What the exercise asks:
First find the line with "import cairo" in the entries below, then set down exactly every line through the line with "c.restore()", that line included.

Data for review:
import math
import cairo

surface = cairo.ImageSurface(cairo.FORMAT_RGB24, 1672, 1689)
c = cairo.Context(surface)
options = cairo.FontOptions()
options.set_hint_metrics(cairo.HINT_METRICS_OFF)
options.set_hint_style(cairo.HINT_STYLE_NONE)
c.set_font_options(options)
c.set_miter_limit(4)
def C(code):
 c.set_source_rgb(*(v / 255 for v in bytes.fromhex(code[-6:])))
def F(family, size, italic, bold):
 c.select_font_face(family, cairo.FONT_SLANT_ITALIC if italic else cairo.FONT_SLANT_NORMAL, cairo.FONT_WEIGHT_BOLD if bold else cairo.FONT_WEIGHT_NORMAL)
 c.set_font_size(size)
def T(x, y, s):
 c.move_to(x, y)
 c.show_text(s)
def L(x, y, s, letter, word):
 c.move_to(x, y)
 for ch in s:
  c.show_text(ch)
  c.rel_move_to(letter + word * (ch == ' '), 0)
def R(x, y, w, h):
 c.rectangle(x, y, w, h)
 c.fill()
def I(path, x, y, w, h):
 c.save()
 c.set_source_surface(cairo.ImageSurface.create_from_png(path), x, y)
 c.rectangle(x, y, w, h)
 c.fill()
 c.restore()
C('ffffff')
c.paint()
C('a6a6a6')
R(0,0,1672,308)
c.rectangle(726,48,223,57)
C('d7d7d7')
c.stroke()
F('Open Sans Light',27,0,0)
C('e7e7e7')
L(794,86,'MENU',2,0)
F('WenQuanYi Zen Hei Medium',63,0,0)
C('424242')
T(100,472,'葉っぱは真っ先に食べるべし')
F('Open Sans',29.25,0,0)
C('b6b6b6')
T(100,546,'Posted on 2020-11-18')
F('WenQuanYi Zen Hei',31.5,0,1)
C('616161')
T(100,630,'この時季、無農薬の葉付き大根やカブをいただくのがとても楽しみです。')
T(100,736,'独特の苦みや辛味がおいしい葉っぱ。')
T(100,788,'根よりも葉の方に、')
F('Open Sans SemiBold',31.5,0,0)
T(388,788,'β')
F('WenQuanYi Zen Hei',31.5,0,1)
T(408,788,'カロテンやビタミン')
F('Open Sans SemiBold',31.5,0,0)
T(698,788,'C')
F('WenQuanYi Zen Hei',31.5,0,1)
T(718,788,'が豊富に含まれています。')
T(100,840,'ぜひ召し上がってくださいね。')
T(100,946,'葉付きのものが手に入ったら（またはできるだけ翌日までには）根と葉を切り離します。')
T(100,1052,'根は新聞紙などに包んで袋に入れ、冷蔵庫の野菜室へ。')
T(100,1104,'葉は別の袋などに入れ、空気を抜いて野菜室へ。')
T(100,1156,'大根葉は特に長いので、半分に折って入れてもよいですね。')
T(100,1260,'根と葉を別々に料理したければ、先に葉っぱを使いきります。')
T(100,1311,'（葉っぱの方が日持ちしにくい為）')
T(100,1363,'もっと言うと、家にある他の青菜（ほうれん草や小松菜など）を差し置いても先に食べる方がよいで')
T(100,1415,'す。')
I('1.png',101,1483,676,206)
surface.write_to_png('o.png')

Response:
import cairo

surface = cairo.ImageSurface(cairo.FORMAT_RGB24, 1672, 1689)
c = cairo.Context(surface)
options = cairo.FontOptions()
options.set_hint_metrics(cairo.HINT_METRICS_OFF)
options.set_hint_style(cairo.HINT_STYLE_NONE)
c.set_font_options(options)
c.set_miter_limit(4)
def C(code):
 c.set_source_rgb(*(v / 255 for v in bytes.fromhex(code[-6:])))
def F(family, size, italic, bold):
 c.select_font_face(family, cairo.FONT_SLANT_ITALIC if italic else cairo.FONT_SLANT_NORMAL, cairo.FONT_WEIGHT_BOLD if bold else cairo.FONT_WEIGHT_NORMAL)
 c.set_font_size(size)
def T(x, y, s):
 c.move_to(x, y)
 c.show_text(s)
def L(x, y, s, letter, word):
 c.move_to(x, y)
 for ch in s:
  c.show_text(ch)
  c.rel_move_to(letter + word * (ch == ' '), 0)
def R(x, y, w, h):
 c.rectangle(x, y, w, h)
 c.fill()
def I(path, x, y, w, h):
 c.save()
 c.set_source_surface(cairo.ImageSurface.create_from_png(path), x, y)
 c.rectangle(x, y, w, h)
 c.fill()
 c.restore()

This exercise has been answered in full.